## Data for analysis
—————
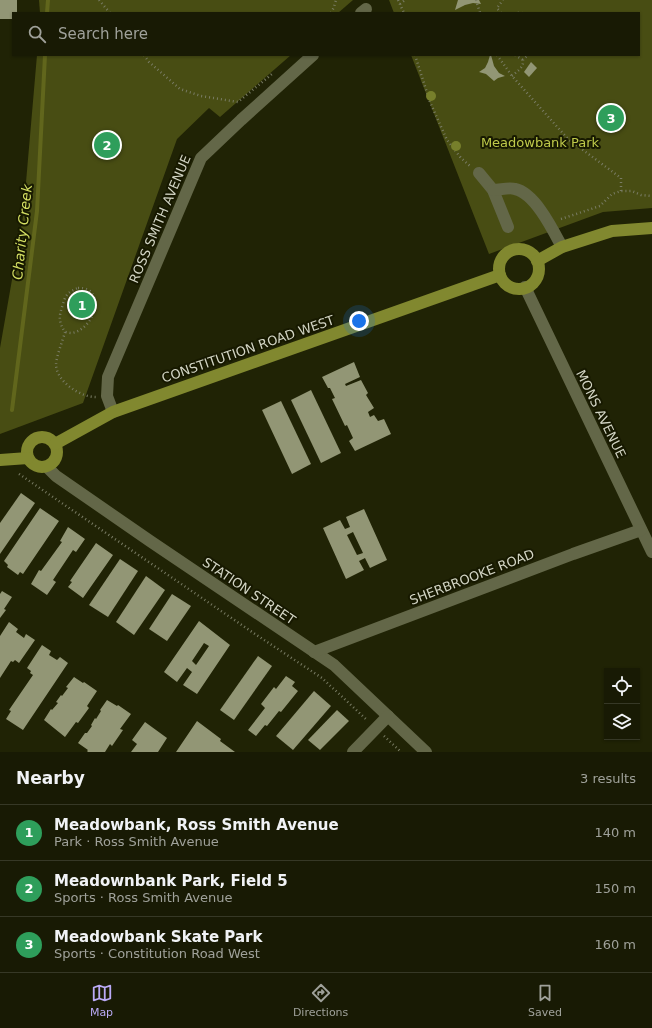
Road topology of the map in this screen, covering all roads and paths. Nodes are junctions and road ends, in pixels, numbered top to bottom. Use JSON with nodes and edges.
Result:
{"nodes":[{"id":1,"x":99,"y":0,"type":"edge"},
{"id":2,"x":336,"y":0,"type":"edge"},
{"id":3,"x":398,"y":0,"type":"edge"},
{"id":4,"x":405,"y":0,"type":"edge"},
{"id":5,"x":476,"y":0,"type":"edge"},
{"id":6,"x":503,"y":0,"type":"edge"},
{"id":7,"x":400,"y":4,"type":"junction"},
{"id":8,"x":109,"y":12,"type":"edge"},
{"id":9,"x":332,"y":12,"type":"edge"},
{"id":10,"x":404,"y":12,"type":"edge"},
{"id":11,"x":480,"y":12,"type":"edge"},
{"id":12,"x":500,"y":12,"type":"edge"},
{"id":13,"x":145,"y":56,"type":"edge"},
{"id":14,"x":312,"y":56,"type":"edge"},
{"id":15,"x":414,"y":56,"type":"edge"},
{"id":16,"x":498,"y":56,"type":"edge"},
{"id":17,"x":517,"y":56,"type":"edge"},
{"id":18,"x":527,"y":56,"type":"edge"},
{"id":19,"x":523,"y":60,"type":"junction"},
{"id":20,"x":274,"y":71,"type":"dead end"},
{"id":21,"x":512,"y":76,"type":"junction"},
{"id":22,"x":479,"y":174,"type":"joint"},
{"id":23,"x":493,"y":190,"type":"junction"},
{"id":24,"x":621,"y":191,"type":"junction"},
{"id":25,"x":652,"y":196,"type":"edge"},
{"id":26,"x":558,"y":220,"type":"dead end"},
{"id":27,"x":508,"y":227,"type":"dead end"},
{"id":28,"x":652,"y":228,"type":"edge"},
{"id":29,"x":562,"y":247,"type":"junction"},
{"id":30,"x":537,"y":261,"type":"junction"},
{"id":31,"x":500,"y":275,"type":"junction"},
{"id":32,"x":525,"y":287,"type":"junction"},
{"id":33,"x":65,"y":332,"type":"junction"},
{"id":34,"x":107,"y":396,"type":"junction"},
{"id":35,"x":113,"y":412,"type":"junction"},
{"id":36,"x":55,"y":444,"type":"junction"},
{"id":37,"x":28,"y":458,"type":"junction"},
{"id":38,"x":0,"y":460,"type":"edge"},
{"id":39,"x":47,"y":467,"type":"junction"},
{"id":40,"x":19,"y":474,"type":"dead end"},
{"id":41,"x":641,"y":530,"type":"junction"},
{"id":42,"x":652,"y":552,"type":"edge"},
{"id":43,"x":314,"y":652,"type":"junction"},
{"id":44,"x":388,"y":716,"type":"junction"},
{"id":45,"x":376,"y":728,"type":"junction"},
{"id":46,"x":353,"y":752,"type":"edge"},
{"id":47,"x":401,"y":752,"type":"edge"},
{"id":48,"x":426,"y":752,"type":"edge"}],
"edges":[{"from":1,"to":8,"type":"path"},
{"from":2,"to":9,"type":"path"},
{"from":3,"to":7,"type":"path"},
{"from":4,"to":7,"type":"path"},
{"from":5,"to":11,"type":"path"},
{"from":6,"to":12,"type":"path"},
{"from":7,"to":10,"type":"path"},
{"from":13,"to":20,"type":"path"},
{"from":14,"to":34,"type":"street","name":"ROSS SMITH AVENUE"},
{"from":15,"to":22,"type":"path"},
{"from":16,"to":21,"type":"path"},
{"from":17,"to":19,"type":"path"},
{"from":18,"to":19,"type":"path"},
{"from":19,"to":21,"type":"path"},
{"from":21,"to":24,"type":"path"},
{"from":22,"to":23,"type":"street"},
{"from":23,"to":27,"type":"street"},
{"from":23,"to":29,"type":"street"},
{"from":24,"to":25,"type":"path"},
{"from":24,"to":26,"type":"path"},
{"from":28,"to":29,"type":"main road"},
{"from":29,"to":30,"type":"main road"},
{"from":30,"to":31,"type":"main road"},
{"from":30,"to":32,"type":"main road"},
{"from":31,"to":32,"type":"main road"},
{"from":31,"to":35,"type":"main road","name":"CONSTITUTION ROAD WEST"},
{"from":32,"to":41,"type":"street","name":"MONS AVENUE"},
{"from":33,"to":33,"type":"path"},
{"from":33,"to":34,"type":"path"},
{"from":34,"to":35,"type":"street","name":"ROSS SMITH AVENUE"},
{"from":35,"to":36,"type":"main road","name":"CONSTITUTION ROAD WEST"},
{"from":36,"to":37,"type":"main road"},
{"from":36,"to":39,"type":"main road"},
{"from":37,"to":38,"type":"main road"},
{"from":37,"to":39,"type":"main road"},
{"from":39,"to":43,"type":"street","name":"STATION STREET"},
{"from":40,"to":45,"type":"path"},
{"from":41,"to":42,"type":"street","name":"MONS AVENUE"},
{"from":41,"to":43,"type":"street","name":"SHERBROOKE ROAD"},
{"from":43,"to":44,"type":"street","name":"STATION STREET"},
{"from":44,"to":45,"type":"street"},
{"from":44,"to":48,"type":"street","name":"STATION STREET"},
{"from":45,"to":46,"type":"street"},
{"from":45,"to":47,"type":"path"}]}
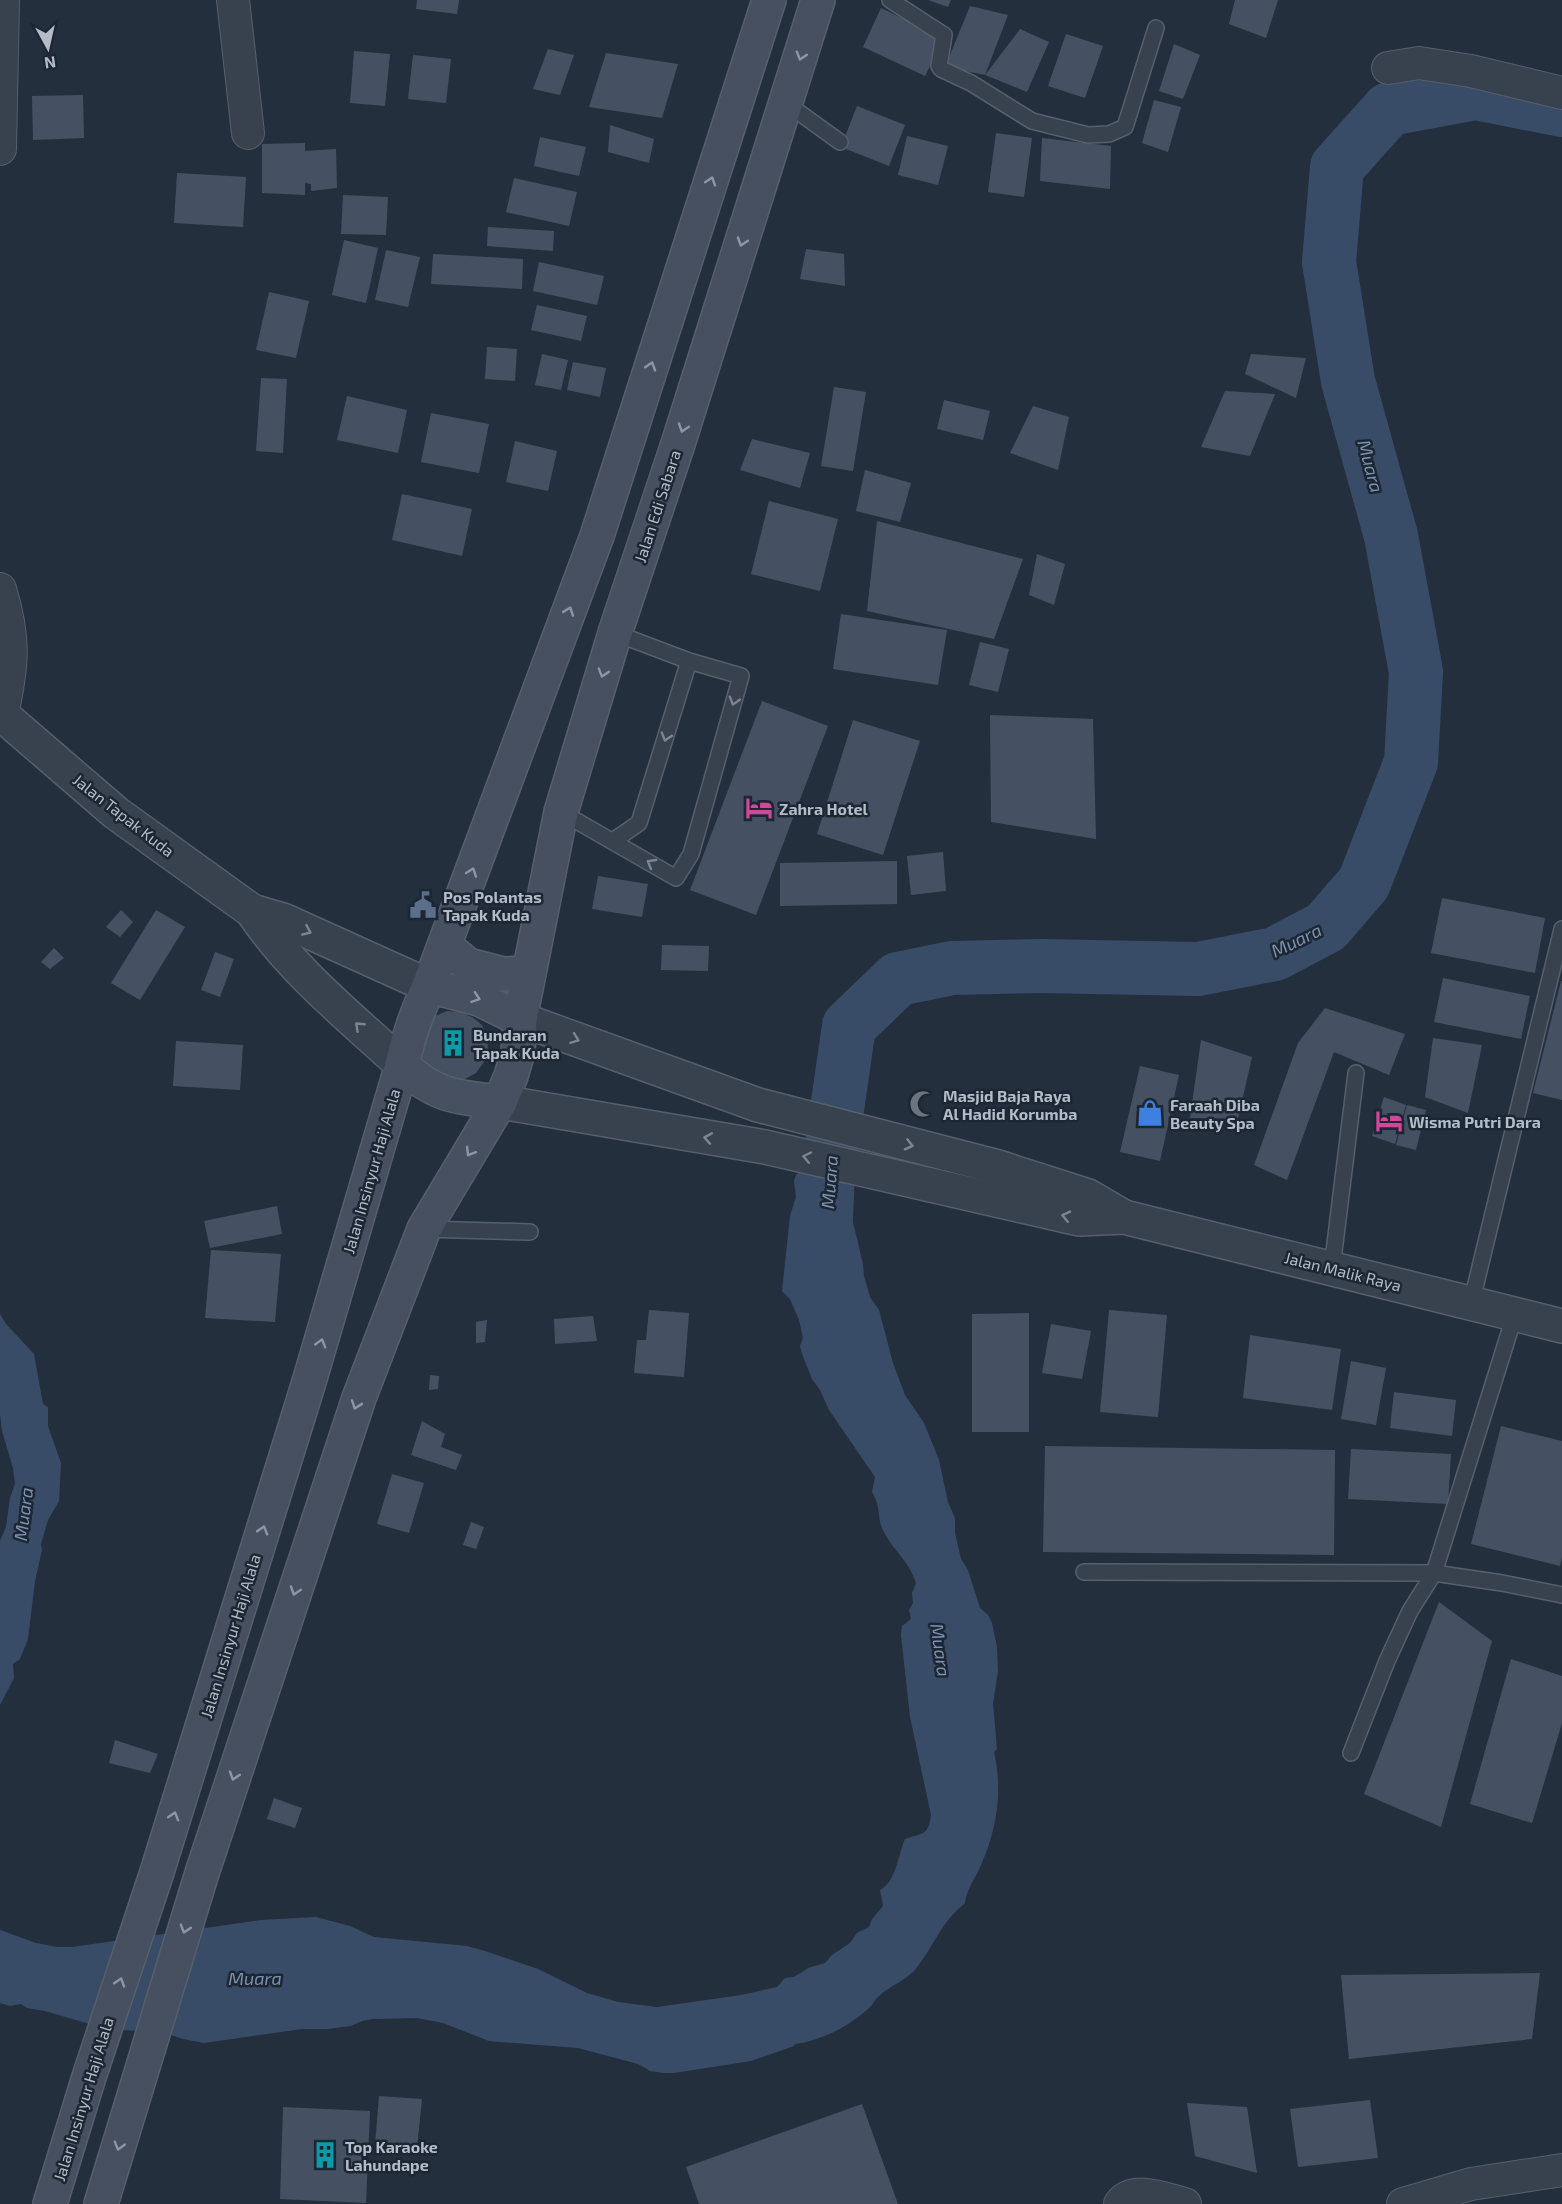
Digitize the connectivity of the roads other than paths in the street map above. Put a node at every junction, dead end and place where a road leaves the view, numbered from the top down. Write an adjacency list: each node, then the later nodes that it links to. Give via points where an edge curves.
1 (3, 0): 12 (street)
2 (233, 0): 10 (street)
3 (769, 0): 21 (main road, one-way to 3, via 597,536)
4 (818, 0): 9 (main road, Jalan Edi Sabara, one-way to 9)
5 (890, 0): 6 (lane, via 945,35 941,69 1032,121 1088,135 1110,134 1125,126)
6 (1156, 28)
7 (1388, 68): 8 (street, via 1419,63)
8 (1562, 93)
9 (786, 104): 11 (lane); 14 (main road, Jalan Edi Sabara, one-way to 14)
10 (248, 133)
11 (840, 142)
12 (0, 149)
13 (0, 589): 16 (street, via 9,620 12,656)
14 (615, 633): 15 (lane); 17 (main road, Jalan Edi Sabara, one-way to 17)
15 (689, 661): 18 (lane, one-way to 18, via 639,823); 18 (lane, one-way to 18, via 741,676 691,854 676,878)
16 (1, 713): 19 (street, Jalan Tapak Kuda, via 116,813)
17 (561, 812): 18 (lane); 22 (main road, Jalan Edi Sabara)
18 (613, 841)
19 (252, 911): 23 (street, Jalan Tapak Kuda, one-way to 23, via 283,920); 25 (street, Jalan Tapak Kuda, one-way to 19, via 270,939)
20 (1562, 929): 32 (lane)
21 (445, 946): 22 (main road, via 468,965 503,974); 23 (main road)
22 (530, 973): 24 (main road, Jalan Edi Sabara)
23 (429, 986): 24 (main road, one-way to 24, via 479,999); 25 (main road, via 416,1013)
24 (520, 1019): 27 (main road, via 518,1052); 28 (street, one-way to 28, via 758,1105 998,1167 1077,1192)
25 (402, 1065): 27 (main road, via 432,1089); 40 (main road, Jalan Insinyur Haji Alala, one-way to 25, via 309,1382)
26 (1356, 1073): 31 (lane)
27 (500, 1102): 28 (street, one-way to 27, via 1079,1219 765,1148); 29 (main road, one-way to 29)
28 (1124, 1217): 31 (street, Jalan Malik Raya)
29 (423, 1229): 30 (lane); 41 (main road, one-way to 41, via 359,1398 202,1873)
30 (530, 1232)
31 (1332, 1268): 32 (street, Jalan Malik Raya)
32 (1471, 1304): 33 (street, Jalan Malik Raya)
33 (1515, 1314): 34 (street, Jalan Malik Raya); 36 (lane)
34 (1562, 1326)
35 (1084, 1572): 36 (lane)
36 (1434, 1573): 37 (lane); 38 (lane, via 1410,1611)
37 (1562, 1595)
38 (1351, 1753)
39 (1562, 2170): 44 (street, via 1471,2184)
40 (50, 2204)
41 (101, 2204)
42 (1120, 2204): 43 (street, via 1130,2195)
43 (1185, 2204)
44 (1403, 2204)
—————
## What you are asked to do
Show each line of the data that contains the string "MONS".

## Written response
{"from":32,"to":41,"type":"street","name":"MONS AVENUE"},
{"from":41,"to":42,"type":"street","name":"MONS AVENUE"},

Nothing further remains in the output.